Department of Electrical Engineering, Viterbi School of Engineering, University of Southern California, Los Angeles, California 90089, USA.
Department of Electrical Engineering and Computer Sciences, University of California, Berkeley, Berkeley, California 94720, USA.
Nat Commun. 2017 Jan 6;8:13825. doi: 10.1038/ncomms13825.
Brain-machine interfaces (BMI) create novel sensorimotor pathways for action. Much as the sensorimotor apparatus shapes natural motor control, the BMI pathway characteristics may also influence neuroprosthetic control. Here, we explore the influence of control and feedback rates, where control rate indicates how often motor commands are sent from the brain to the prosthetic, and feedback rate indicates how often visual feedback of the prosthetic is provided to the subject. We developed a new BMI that allows arbitrarily fast control and feedback rates, and used it to dissociate the effects of each rate in two monkeys. Increasing the control rate significantly improved control even when feedback rate was unchanged. Increasing the feedback rate further facilitated control. We also show that our high-rate BMI significantly outperformed state-of-the-art methods due to higher control and feedback rates, combined with a different point process mathematical encoding model. Our BMI paradigm can dissect the contribution of different elements in the sensorimotor pathway, providing a unique tool for studying neuroprosthetic control mechanisms.

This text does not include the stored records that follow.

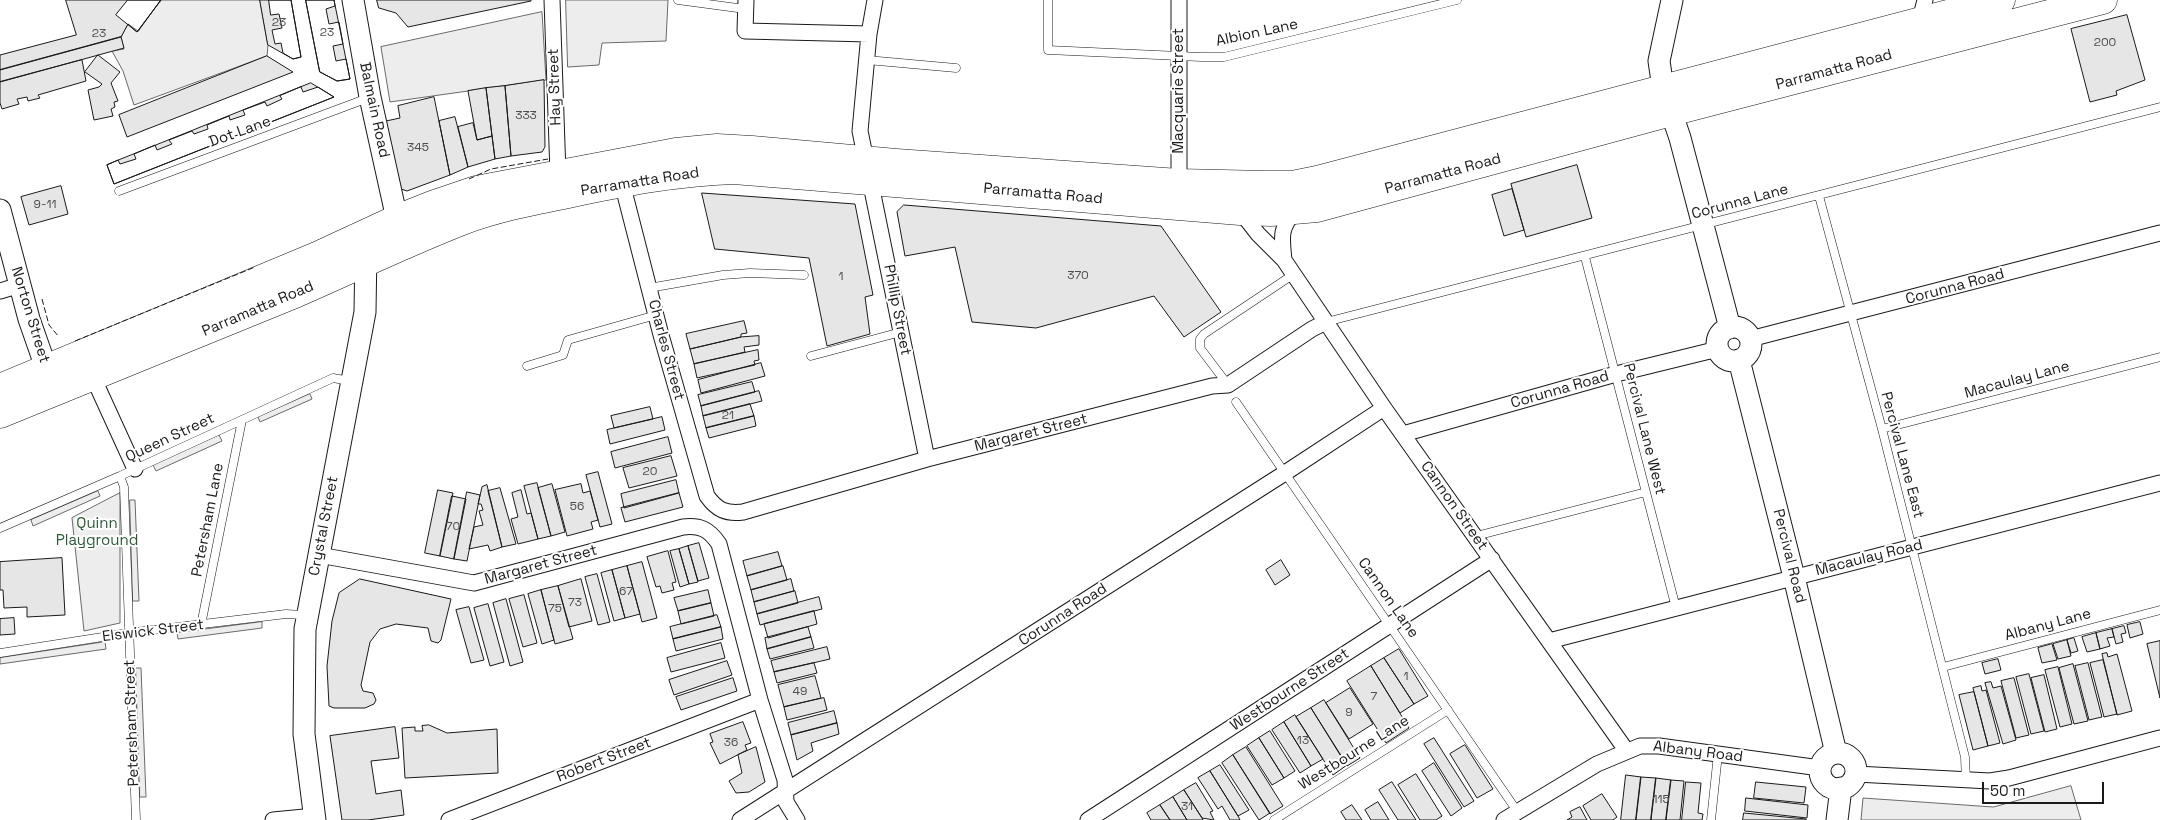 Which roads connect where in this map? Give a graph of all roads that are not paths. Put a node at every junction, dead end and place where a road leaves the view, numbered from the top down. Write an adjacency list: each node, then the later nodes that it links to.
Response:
1 (353, 0): 17 (main road, Balmain Road)
2 (552, 0): 21 (street, Hay Street)
3 (678, 0): 11 (lane)
4 (875, 0): 13 (street, Phillip Street)
5 (1048, 0): 14 (lane, Albion Lane)
6 (1180, 0): 14 (street, Macquarie Street)
7 (1457, 0): 14 (lane, Albion Lane)
8 (1672, 0): 18 (main road)
9 (2001, 0): 12 (highway, Parramatta Road)
10 (2103, 0): 18 (highway, Parramatta Road)
11 (746, 4): 13 (street)
12 (1923, 10): 18 (highway, Parramatta Road)
13 (869, 34): 15 (street, Phillip Street)
14 (1179, 57): 23 (street, Macquarie Street)
15 (867, 60): 16 (lane); 20 (street, Phillip Street)
16 (956, 68)
17 (370, 97): 24 (lane, Dot Lane); 29 (main road, Balmain Road)
18 (1667, 100): 23 (highway, Parramatta Road); 28 (highway, Parramatta Road); 30 (main road)
19 (2160, 107): 25 (lane, Corunna Lane)
20 (868, 170): 21 (highway, Parramatta Road); 22 (highway, Parramatta Road); 23 (highway, Parramatta Road); 27 (highway, Parramatta Road); 44 (street, Phillip Street)
21 (558, 174): 29 (highway, Parramatta Road)
22 (622, 183): 35 (highway, Parramatta Road); 39 (street, Charles Street)
23 (1179, 183)
24 (119, 191)
25 (1819, 196): 30 (lane, Corunna Lane); 40 (lane, Percival Lane East)
26 (0, 210): 38 (main road, Norton Street)
27 (1240, 210): 28 (highway, Parramatta Road); 34 (street, Cannon Street)
28 (1295, 211): 34 (street)
29 (397, 219): 32 (highway, Parramatta Road)
30 (1702, 226): 33 (lane, Corunna Lane); 43 (main road)
31 (2160, 233): 40 (street, Corunna Road)
32 (366, 234): 35 (main road, Crystal Street); 52 (highway, Parramatta Road)
33 (1585, 257): 42 (lane, Corunna Lane); 51 (lane, Percival Lane West)
34 (1284, 260): 36 (street, Cannon Street)
35 (366, 261): 52 (highway, Parramatta Road); 53 (main road, Crystal Street)
36 (1294, 274): 42 (street, Cannon Street); 54 (lane)
37 (804, 275): 39 (lane)
38 (10, 288): 52 (main road, Norton Street)
39 (650, 288): 41 (street, Charles Street)
40 (1852, 314): 45 (street, Corunna Road); 61 (lane, Percival Lane East)
41 (656, 315): 50 (lane); 69 (street, Charles Street)
42 (1326, 322): 54 (street, Margaret Street); 58 (street, Cannon Street)
43 (1730, 328): 45 (main road); 46 (main road)
44 (901, 332): 47 (lane); 63 (street, Phillip Street)
45 (1750, 339): 49 (main road)
46 (1718, 349): 49 (main road); 51 (street, Corunna Road)
47 (812, 356)
48 (2160, 357): 61 (lane, Macaulay Lane)
49 (1739, 360): 75 (main road, Percival Road)
50 (527, 366)
51 (1616, 374): 62 (street, Corunna Road); 68 (lane, Percival Lane West)
52 (51, 380): 55 (highway, Parramatta Road); 59 (highway, Parramatta Road)
53 (352, 381): 60 (lane, Queen Street); 73 (main road, Crystal Street)
54 (1228, 385): 63 (street, Margaret Street)
55 (0, 388)
56 (98, 388): 64 (street)
57 (1236, 402): 65 (lane, Cannon Lane)
58 (1384, 408): 62 (street, Cannon Street); 65 (street, Corunna Road)
59 (0, 414)
60 (242, 420): 64 (lane, Queen Street); 79 (lane, Petersham Lane)
61 (1882, 429): 72 (lane, Percival Lane East)
62 (1403, 434): 71 (street, Cannon Street)
63 (927, 459): 69 (street, Margaret Street)
64 (135, 469): 66 (lane, Queen Street)
65 (1285, 473): 80 (lane, Cannon Lane); 94 (street, Corunna Road)
66 (120, 476): 70 (lane, Queen Street); 81 (lane, Petersham Street)
67 (2160, 483): 72 (street, Macaulay Road)
68 (1646, 492): 71 (lane); 76 (lane, Percival Lane West)
69 (722, 511)
70 (0, 528)
71 (1476, 536): 74 (street, Cannon Street)
72 (1912, 547): 75 (street, Macaulay Road); 84 (lane, Percival Lane East)
73 (319, 555): 78 (main road, Crystal Street); 85 (street, Margaret Street)
74 (1492, 559): 80 (street, Westbourne Street); 82 (street, Cannon Street)
75 (1794, 577): 76 (street, Macaulay Road); 89 (main road, Percival Road)
76 (1676, 608): 82 (street, Macaulay Road)
77 (2160, 610): 84 (lane, Albany Lane)
78 (304, 615): 79 (lane, Elswick Street); 96 (main road, Crystal Street)
79 (201, 625): 81 (lane, Elswick Street)
80 (1390, 626): 86 (lane, Cannon Lane); 102 (street, Westbourne Street)
81 (128, 633): 83 (lane, Elswick Street); 97 (lane, Petersham Street)
82 (1549, 641): 88 (street, Cannon Street)
83 (0, 653)
84 (1943, 667): 93 (lane, Percival Lane East)
85 (760, 700): 94 (street); 99 (street, Robert Street)
86 (1448, 710): 95 (lane, Cannon Lane); 103 (lane, Westbourne Lane)
87 (2160, 738): 93 (street)
88 (1626, 750): 90 (street, Albany Road); 95 (street, Albany Road)
89 (1836, 752): 91 (main road); 92 (main road)
90 (1718, 754): 91 (street, Albany Road); 105 (lane)
91 (1820, 768): 92 (main road)
92 (1848, 781): 93 (street); 106 (main road)
93 (1966, 781)
94 (785, 791): 100 (street, Corunna Road); 101 (street)
95 (1517, 811): 104 (street, Albany Road)
96 (315, 818): 98 (street)
97 (136, 820)
98 (273, 820)
99 (449, 820)
100 (740, 820)
101 (797, 820)
102 (1088, 820)
103 (1274, 820)
104 (1504, 820)
105 (1711, 820)
106 (1837, 820)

脑机接口 (BMI) 为行动创造了新的感觉运动途径。就像感觉运动器官塑造自然运动控制一样,BMI 途径的特征也可能影响神经假肢控制。在这里,我们探索了控制和反馈率的影响,其中控制率表示大脑向假肢发送运动命令的频率,而反馈率表示假肢向受试者提供视觉反馈的频率。我们开发了一种新的 BMI,可以任意快速地控制和反馈率,并使用它在两只猴子身上分离每个率的影响。即使反馈率保持不变,增加控制率也能显著提高控制效果。增加反馈率也进一步促进了控制。我们还表明,由于更高的控制和反馈率,以及不同的点过程数学编码模型,我们的高速 BMI 明显优于最先进的方法。我们的 BMI 范式可以剖析感觉运动途径中不同元素的贡献,为研究神经假肢控制机制提供了独特的工具。